Krach im BA Neuhausen-Nymphenburg: Die CSU-Fraktion hat aus Protest gegen eine Äußerung von Willi Wermelt (SPD) die jüngste Sitzung vorzeitig verlassen.

  • Eklat im Neuhauser Bezirksausschuss
  • Willi Wermelt wirft CSU vor, nicht kinderfreundlich zu sein
  • CSU protestiert gegen „unsachliche und ehrverletztende“ Äußerung

Neuhausen - Die Stimmung im BA Neuhausen-Nymphenburg hat einen Tiefpunkt erreicht.
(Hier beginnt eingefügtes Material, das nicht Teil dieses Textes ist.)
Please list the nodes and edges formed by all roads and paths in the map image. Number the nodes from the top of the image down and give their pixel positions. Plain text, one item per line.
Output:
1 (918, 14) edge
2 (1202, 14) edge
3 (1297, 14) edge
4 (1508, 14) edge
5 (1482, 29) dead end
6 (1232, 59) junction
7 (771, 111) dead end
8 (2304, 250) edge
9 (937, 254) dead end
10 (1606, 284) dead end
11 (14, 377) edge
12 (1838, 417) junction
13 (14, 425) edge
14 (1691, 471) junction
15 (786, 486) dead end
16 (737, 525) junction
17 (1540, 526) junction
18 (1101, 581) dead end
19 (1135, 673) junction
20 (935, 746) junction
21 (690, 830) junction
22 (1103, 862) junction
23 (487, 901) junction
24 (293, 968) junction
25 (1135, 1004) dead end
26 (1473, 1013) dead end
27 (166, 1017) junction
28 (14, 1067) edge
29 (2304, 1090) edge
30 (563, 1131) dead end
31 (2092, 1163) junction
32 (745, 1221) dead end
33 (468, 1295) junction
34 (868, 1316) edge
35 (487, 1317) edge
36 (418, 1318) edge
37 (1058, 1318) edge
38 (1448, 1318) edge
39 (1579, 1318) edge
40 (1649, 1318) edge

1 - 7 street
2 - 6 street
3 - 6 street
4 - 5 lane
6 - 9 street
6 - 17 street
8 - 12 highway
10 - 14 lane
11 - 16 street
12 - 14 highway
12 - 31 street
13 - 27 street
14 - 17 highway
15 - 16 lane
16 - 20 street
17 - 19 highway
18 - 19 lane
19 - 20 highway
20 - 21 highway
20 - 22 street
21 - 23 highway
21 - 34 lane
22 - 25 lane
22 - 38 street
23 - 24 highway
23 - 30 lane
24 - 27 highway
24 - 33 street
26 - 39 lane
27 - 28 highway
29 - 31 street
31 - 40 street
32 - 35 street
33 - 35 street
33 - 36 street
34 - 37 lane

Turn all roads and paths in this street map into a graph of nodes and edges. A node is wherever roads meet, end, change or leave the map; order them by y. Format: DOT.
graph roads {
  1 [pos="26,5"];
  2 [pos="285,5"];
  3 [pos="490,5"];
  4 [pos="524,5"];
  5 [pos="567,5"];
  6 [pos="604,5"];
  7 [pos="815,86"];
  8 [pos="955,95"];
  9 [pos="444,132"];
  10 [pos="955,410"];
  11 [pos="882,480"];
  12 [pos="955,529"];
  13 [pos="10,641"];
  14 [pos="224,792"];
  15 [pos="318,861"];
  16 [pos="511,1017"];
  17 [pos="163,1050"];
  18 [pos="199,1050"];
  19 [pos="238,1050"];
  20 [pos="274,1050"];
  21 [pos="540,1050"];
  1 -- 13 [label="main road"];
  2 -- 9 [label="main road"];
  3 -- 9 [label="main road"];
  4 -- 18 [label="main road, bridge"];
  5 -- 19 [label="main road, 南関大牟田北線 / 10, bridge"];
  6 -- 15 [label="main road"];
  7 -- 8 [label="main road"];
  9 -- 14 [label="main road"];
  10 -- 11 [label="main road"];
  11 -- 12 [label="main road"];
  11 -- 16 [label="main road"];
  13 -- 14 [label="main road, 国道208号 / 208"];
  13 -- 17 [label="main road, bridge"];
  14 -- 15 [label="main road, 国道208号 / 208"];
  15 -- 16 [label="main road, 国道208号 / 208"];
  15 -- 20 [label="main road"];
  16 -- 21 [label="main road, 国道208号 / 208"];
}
Aus Protest gegen eine Äußerung von Willi Wermelt (SPD) hat die CSU-Fraktion die jüngste Sitzung geschlossen vorzeitig verlassen. Der Vorsitzende des Unterausschusses Kultur hatte der CSU vorgeworfen, nicht kinderfreundlich zu sein.

Das empfand Fraktionssprecherin Gudrun Piesczek als „unsachlich und ehrverletzend“ und verlangte eine Entschuldigung. Als die ausblieb, gingen die CSU-Mitglieder unter den überraschten Blicken von BA-Chefin Anna Hanusch (Grüne). „Wir sind als CSU immer an einer intensiven Diskussion jedes einzelnen Themas interessiert, allerdings erwarten wir ein gewisses Maß an Professionalität, besonders von einem UA-Vorsitzenden“, so Piesczek in einer anschließend verbreiteten Presseerklärung. „Es darf keinesfalls in persönliche Attacken ausarten sowie zu haltlosen Unterstellungen führen“, sagt sie. 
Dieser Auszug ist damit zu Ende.